EXERCISE OBJECTIVE:
Return the records word for word. Pictures do not belong in the copy.

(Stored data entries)
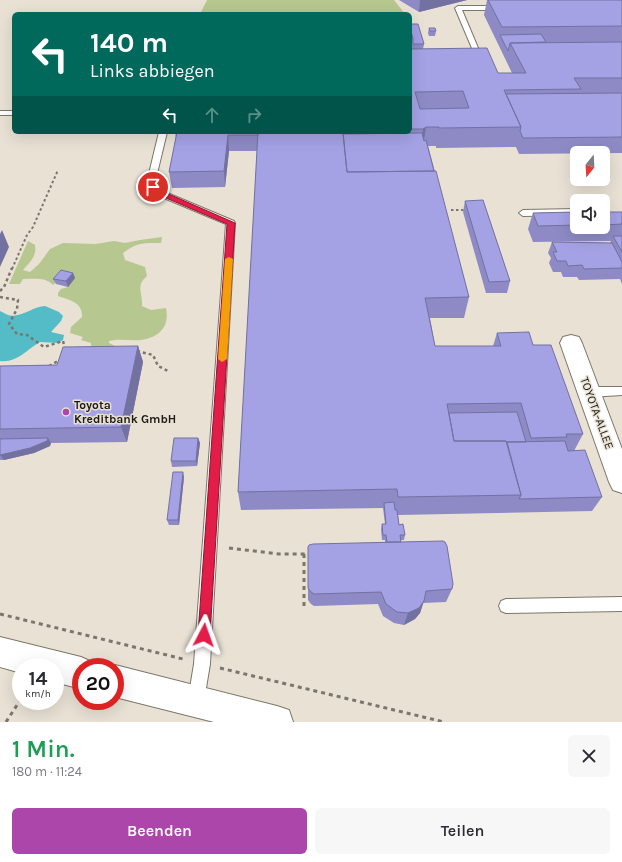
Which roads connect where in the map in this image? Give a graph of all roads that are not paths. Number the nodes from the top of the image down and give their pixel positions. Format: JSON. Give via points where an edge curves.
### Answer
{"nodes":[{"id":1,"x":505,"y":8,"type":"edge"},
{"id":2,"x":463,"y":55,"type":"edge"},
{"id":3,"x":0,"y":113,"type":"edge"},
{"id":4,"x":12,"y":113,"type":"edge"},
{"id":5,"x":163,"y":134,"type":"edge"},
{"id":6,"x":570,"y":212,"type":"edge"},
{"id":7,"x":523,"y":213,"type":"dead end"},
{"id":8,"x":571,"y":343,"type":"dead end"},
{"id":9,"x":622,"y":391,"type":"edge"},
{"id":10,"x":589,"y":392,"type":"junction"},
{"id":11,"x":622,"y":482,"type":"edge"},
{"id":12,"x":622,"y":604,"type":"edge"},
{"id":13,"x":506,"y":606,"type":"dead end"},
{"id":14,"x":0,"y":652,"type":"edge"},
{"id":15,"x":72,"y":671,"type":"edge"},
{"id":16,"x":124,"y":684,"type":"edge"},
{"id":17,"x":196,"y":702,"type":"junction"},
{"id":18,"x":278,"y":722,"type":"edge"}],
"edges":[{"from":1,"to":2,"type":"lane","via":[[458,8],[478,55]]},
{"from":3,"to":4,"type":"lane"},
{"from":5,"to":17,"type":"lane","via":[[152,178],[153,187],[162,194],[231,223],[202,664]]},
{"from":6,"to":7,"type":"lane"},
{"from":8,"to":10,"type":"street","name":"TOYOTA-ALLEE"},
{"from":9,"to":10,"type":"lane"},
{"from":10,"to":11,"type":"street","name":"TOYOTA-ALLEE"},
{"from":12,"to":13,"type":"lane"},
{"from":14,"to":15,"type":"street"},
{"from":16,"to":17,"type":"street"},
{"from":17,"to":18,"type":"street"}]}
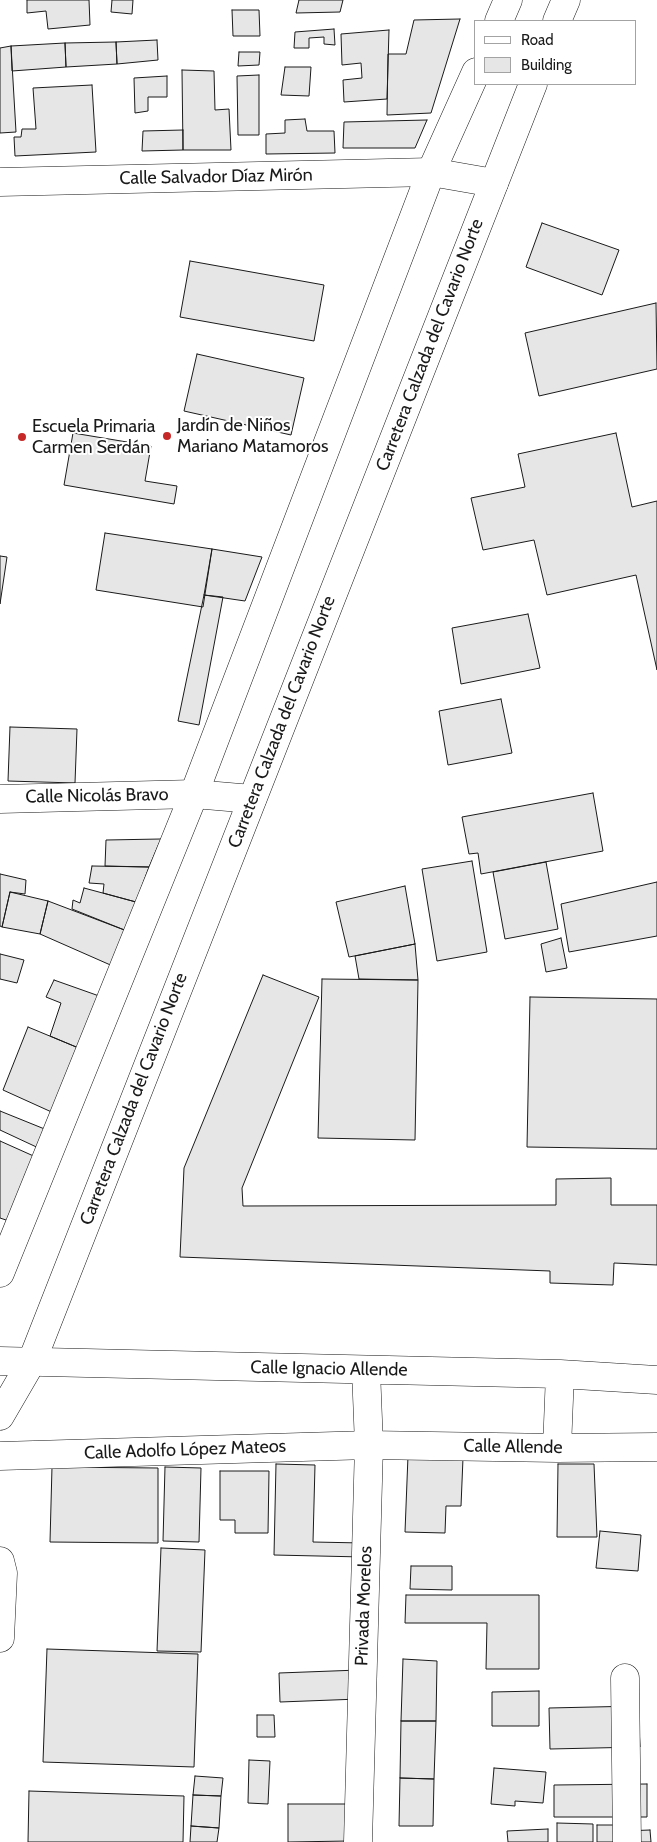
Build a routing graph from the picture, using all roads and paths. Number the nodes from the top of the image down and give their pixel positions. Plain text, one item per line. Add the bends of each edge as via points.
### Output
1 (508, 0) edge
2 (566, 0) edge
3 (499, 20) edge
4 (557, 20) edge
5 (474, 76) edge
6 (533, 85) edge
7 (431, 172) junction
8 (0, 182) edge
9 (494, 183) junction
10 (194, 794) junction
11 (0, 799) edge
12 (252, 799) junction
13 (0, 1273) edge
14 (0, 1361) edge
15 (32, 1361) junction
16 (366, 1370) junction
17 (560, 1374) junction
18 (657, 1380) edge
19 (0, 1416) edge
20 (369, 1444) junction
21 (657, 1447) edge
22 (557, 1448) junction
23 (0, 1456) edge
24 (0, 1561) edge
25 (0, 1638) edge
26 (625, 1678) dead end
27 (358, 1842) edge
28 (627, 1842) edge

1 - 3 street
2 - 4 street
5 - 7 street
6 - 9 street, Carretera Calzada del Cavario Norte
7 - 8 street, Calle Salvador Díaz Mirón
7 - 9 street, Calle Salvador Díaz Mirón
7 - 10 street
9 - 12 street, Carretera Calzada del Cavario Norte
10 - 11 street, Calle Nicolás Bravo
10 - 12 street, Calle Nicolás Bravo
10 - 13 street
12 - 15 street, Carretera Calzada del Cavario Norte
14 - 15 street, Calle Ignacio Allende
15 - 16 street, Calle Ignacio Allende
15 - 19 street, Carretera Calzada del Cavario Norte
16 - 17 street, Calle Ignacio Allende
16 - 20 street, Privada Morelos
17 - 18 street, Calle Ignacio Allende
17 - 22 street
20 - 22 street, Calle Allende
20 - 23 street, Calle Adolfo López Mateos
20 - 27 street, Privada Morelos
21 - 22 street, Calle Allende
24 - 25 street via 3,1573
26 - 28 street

FINAL ANSWER:
Which roads connect where in the map in this image? Give a graph of all roads that are not paths. Number the nodes from the top of the image down and give their pixel positions. Format: JSON. Give via points where an edge curves.
### Answer
{"nodes":[{"id":1,"x":505,"y":8,"type":"edge"},
{"id":2,"x":463,"y":55,"type":"edge"},
{"id":3,"x":0,"y":113,"type":"edge"},
{"id":4,"x":12,"y":113,"type":"edge"},
{"id":5,"x":163,"y":134,"type":"edge"},
{"id":6,"x":570,"y":212,"type":"edge"},
{"id":7,"x":523,"y":213,"type":"dead end"},
{"id":8,"x":571,"y":343,"type":"dead end"},
{"id":9,"x":622,"y":391,"type":"edge"},
{"id":10,"x":589,"y":392,"type":"junction"},
{"id":11,"x":622,"y":482,"type":"edge"},
{"id":12,"x":622,"y":604,"type":"edge"},
{"id":13,"x":506,"y":606,"type":"dead end"},
{"id":14,"x":0,"y":652,"type":"edge"},
{"id":15,"x":72,"y":671,"type":"edge"},
{"id":16,"x":124,"y":684,"type":"edge"},
{"id":17,"x":196,"y":702,"type":"junction"},
{"id":18,"x":278,"y":722,"type":"edge"}],
"edges":[{"from":1,"to":2,"type":"lane","via":[[458,8],[478,55]]},
{"from":3,"to":4,"type":"lane"},
{"from":5,"to":17,"type":"lane","via":[[152,178],[153,187],[162,194],[231,223],[202,664]]},
{"from":6,"to":7,"type":"lane"},
{"from":8,"to":10,"type":"street","name":"TOYOTA-ALLEE"},
{"from":9,"to":10,"type":"lane"},
{"from":10,"to":11,"type":"street","name":"TOYOTA-ALLEE"},
{"from":12,"to":13,"type":"lane"},
{"from":14,"to":15,"type":"street"},
{"from":16,"to":17,"type":"street"},
{"from":17,"to":18,"type":"street"}]}
Build a routing graph from the picture, using all roads and paths. Number the nodes from the top of the image down and give their pixel positions. Plain text, one item per line. Add the bends of each edge as via points.
### Output
1 (508, 0) edge
2 (566, 0) edge
3 (499, 20) edge
4 (557, 20) edge
5 (474, 76) edge
6 (533, 85) edge
7 (431, 172) junction
8 (0, 182) edge
9 (494, 183) junction
10 (194, 794) junction
11 (0, 799) edge
12 (252, 799) junction
13 (0, 1273) edge
14 (0, 1361) edge
15 (32, 1361) junction
16 (366, 1370) junction
17 (560, 1374) junction
18 (657, 1380) edge
19 (0, 1416) edge
20 (369, 1444) junction
21 (657, 1447) edge
22 (557, 1448) junction
23 (0, 1456) edge
24 (0, 1561) edge
25 (0, 1638) edge
26 (625, 1678) dead end
27 (358, 1842) edge
28 (627, 1842) edge

1 - 3 street
2 - 4 street
5 - 7 street
6 - 9 street, Carretera Calzada del Cavario Norte
7 - 8 street, Calle Salvador Díaz Mirón
7 - 9 street, Calle Salvador Díaz Mirón
7 - 10 street
9 - 12 street, Carretera Calzada del Cavario Norte
10 - 11 street, Calle Nicolás Bravo
10 - 12 street, Calle Nicolás Bravo
10 - 13 street
12 - 15 street, Carretera Calzada del Cavario Norte
14 - 15 street, Calle Ignacio Allende
15 - 16 street, Calle Ignacio Allende
15 - 19 street, Carretera Calzada del Cavario Norte
16 - 17 street, Calle Ignacio Allende
16 - 20 street, Privada Morelos
17 - 18 street, Calle Ignacio Allende
17 - 22 street
20 - 22 street, Calle Allende
20 - 23 street, Calle Adolfo López Mateos
20 - 27 street, Privada Morelos
21 - 22 street, Calle Allende
24 - 25 street via 3,1573
26 - 28 street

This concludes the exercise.